Task goal:
All lines before the one containing "Digitize the connectivity", plus that line itself, are to be printed exactly as they appear below.

Material to process:
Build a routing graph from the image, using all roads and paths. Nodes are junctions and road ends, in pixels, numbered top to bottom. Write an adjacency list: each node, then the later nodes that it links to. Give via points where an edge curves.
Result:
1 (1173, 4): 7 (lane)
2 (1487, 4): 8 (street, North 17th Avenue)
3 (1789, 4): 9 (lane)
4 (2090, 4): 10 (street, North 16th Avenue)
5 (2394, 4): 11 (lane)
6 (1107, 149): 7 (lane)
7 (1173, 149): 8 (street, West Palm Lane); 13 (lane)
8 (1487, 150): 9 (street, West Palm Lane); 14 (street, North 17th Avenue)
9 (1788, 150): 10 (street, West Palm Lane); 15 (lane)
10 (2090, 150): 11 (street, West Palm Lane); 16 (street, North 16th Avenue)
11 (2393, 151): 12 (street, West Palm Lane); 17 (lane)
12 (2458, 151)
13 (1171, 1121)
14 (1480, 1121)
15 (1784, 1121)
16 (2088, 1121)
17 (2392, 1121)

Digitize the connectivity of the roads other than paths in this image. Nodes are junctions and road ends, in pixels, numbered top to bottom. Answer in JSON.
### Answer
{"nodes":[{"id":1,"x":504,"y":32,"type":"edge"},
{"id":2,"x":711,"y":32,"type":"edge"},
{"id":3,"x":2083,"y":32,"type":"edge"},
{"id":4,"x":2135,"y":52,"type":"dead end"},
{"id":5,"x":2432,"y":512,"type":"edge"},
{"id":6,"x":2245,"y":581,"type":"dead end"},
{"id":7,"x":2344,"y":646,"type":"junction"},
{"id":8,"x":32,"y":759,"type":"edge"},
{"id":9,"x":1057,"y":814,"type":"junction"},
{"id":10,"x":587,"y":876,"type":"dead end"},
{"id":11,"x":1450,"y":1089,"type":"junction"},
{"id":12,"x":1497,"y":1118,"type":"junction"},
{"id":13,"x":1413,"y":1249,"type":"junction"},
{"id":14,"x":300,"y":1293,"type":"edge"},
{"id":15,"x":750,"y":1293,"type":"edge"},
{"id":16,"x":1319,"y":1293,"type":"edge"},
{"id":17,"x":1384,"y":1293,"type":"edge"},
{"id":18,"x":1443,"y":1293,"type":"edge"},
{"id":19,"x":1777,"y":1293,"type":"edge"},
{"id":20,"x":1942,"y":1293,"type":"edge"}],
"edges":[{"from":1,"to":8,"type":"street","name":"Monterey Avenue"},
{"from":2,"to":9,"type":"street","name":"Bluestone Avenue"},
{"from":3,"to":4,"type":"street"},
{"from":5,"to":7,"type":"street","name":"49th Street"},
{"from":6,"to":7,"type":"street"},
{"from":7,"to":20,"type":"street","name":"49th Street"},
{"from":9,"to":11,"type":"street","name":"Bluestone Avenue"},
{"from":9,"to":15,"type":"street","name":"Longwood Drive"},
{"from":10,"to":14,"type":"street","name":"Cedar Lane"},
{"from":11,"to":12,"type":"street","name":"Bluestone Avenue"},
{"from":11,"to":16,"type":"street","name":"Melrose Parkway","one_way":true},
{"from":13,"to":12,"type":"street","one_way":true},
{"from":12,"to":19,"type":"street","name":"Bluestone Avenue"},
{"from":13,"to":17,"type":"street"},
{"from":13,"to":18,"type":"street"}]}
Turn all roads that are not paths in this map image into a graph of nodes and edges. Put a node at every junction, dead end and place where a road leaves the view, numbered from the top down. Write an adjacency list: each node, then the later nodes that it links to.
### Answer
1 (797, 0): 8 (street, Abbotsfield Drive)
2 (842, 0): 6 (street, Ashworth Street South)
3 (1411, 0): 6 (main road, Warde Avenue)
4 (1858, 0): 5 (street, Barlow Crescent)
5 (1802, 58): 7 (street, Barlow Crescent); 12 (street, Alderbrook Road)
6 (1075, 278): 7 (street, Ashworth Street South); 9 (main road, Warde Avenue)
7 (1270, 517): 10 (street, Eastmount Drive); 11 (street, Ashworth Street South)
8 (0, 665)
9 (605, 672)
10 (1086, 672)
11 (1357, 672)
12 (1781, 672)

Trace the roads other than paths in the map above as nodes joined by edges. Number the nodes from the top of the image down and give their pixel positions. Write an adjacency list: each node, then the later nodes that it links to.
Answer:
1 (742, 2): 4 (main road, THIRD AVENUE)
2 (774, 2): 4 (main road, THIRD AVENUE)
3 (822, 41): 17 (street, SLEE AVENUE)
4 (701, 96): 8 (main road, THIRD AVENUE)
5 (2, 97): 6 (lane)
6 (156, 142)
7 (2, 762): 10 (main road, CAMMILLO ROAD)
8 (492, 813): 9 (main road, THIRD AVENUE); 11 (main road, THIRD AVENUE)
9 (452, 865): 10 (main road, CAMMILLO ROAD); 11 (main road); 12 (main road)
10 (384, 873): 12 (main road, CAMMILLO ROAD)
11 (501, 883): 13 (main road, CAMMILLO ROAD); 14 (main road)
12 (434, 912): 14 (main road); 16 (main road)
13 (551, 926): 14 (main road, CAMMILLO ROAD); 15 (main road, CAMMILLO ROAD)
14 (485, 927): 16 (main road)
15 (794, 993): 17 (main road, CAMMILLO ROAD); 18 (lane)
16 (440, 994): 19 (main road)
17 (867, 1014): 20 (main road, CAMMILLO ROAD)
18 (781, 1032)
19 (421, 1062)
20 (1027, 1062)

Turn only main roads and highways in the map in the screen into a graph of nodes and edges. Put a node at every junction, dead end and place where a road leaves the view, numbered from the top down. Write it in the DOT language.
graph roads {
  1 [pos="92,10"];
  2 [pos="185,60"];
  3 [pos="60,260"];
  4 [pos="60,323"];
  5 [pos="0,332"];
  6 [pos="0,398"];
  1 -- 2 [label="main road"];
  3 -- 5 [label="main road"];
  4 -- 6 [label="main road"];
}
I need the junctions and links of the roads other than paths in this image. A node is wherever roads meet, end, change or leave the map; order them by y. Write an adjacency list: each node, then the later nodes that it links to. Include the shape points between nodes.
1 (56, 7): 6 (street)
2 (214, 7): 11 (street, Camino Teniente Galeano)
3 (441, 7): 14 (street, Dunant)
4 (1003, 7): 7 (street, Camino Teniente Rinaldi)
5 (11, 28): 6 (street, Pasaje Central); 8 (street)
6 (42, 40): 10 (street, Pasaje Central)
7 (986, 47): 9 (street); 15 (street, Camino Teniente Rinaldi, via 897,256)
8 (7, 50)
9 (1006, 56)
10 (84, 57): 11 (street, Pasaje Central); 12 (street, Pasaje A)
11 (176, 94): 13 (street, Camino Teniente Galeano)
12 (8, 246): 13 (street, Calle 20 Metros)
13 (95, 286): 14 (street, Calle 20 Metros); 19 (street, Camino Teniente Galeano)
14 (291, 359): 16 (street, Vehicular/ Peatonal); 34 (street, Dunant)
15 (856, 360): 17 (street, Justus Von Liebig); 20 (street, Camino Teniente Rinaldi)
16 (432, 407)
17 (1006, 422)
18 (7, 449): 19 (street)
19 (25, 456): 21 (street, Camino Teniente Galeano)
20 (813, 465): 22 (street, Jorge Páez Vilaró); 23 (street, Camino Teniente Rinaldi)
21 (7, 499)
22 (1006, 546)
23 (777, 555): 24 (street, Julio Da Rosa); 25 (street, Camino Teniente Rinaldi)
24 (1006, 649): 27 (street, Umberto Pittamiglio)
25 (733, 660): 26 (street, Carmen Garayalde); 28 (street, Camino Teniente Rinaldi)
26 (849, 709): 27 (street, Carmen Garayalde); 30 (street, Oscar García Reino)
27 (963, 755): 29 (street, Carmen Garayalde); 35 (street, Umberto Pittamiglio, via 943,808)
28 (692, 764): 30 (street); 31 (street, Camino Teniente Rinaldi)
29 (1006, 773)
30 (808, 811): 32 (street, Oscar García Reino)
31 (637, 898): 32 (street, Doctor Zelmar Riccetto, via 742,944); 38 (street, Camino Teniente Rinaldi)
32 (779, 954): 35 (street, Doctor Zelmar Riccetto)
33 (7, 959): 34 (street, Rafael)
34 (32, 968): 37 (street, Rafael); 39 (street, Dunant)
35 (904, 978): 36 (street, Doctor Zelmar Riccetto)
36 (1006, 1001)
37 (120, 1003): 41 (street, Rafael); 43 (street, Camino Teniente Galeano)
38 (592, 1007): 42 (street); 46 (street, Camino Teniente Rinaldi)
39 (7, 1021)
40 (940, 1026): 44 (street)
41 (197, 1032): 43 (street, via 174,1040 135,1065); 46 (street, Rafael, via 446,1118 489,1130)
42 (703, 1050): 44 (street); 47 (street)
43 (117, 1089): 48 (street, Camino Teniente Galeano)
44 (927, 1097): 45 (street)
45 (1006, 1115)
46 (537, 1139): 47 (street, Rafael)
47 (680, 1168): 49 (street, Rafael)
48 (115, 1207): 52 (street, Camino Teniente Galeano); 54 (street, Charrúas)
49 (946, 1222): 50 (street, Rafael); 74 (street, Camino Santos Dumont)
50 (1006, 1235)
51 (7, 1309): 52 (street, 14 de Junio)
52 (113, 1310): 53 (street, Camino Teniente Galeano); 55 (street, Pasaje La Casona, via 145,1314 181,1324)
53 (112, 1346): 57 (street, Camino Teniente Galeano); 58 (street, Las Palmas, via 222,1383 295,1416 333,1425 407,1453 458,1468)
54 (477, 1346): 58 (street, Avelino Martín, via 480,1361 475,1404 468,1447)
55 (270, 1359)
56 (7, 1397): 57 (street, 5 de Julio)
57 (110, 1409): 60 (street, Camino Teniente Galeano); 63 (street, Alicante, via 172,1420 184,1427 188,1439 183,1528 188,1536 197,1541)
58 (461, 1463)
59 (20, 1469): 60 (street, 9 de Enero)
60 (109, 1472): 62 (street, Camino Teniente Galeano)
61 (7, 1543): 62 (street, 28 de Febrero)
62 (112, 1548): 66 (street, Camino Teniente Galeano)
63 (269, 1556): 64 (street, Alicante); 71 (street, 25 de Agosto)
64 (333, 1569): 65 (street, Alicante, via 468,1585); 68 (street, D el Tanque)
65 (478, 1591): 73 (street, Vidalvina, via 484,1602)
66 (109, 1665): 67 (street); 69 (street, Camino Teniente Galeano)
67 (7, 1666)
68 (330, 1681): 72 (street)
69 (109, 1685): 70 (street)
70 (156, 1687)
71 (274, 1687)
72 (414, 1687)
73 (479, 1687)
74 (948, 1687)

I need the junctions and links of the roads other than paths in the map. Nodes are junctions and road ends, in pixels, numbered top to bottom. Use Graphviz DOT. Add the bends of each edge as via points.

Exercise output:
Build a routing graph from the image, using all roads and paths. Nodes are junctions and road ends, in pixels, numbered top to bottom. Write an adjacency list: each node, then the later nodes that it links to. Give via points where an edge curves.
Result:
1 (1173, 4): 7 (lane)
2 (1487, 4): 8 (street, North 17th Avenue)
3 (1789, 4): 9 (lane)
4 (2090, 4): 10 (street, North 16th Avenue)
5 (2394, 4): 11 (lane)
6 (1107, 149): 7 (lane)
7 (1173, 149): 8 (street, West Palm Lane); 13 (lane)
8 (1487, 150): 9 (street, West Palm Lane); 14 (street, North 17th Avenue)
9 (1788, 150): 10 (street, West Palm Lane); 15 (lane)
10 (2090, 150): 11 (street, West Palm Lane); 16 (street, North 16th Avenue)
11 (2393, 151): 12 (street, West Palm Lane); 17 (lane)
12 (2458, 151)
13 (1171, 1121)
14 (1480, 1121)
15 (1784, 1121)
16 (2088, 1121)
17 (2392, 1121)

Digitize the connectivity of the roads other than paths in this image. Nodes are junctions and road ends, in pixels, numbered top to bottom. Answer in JSON.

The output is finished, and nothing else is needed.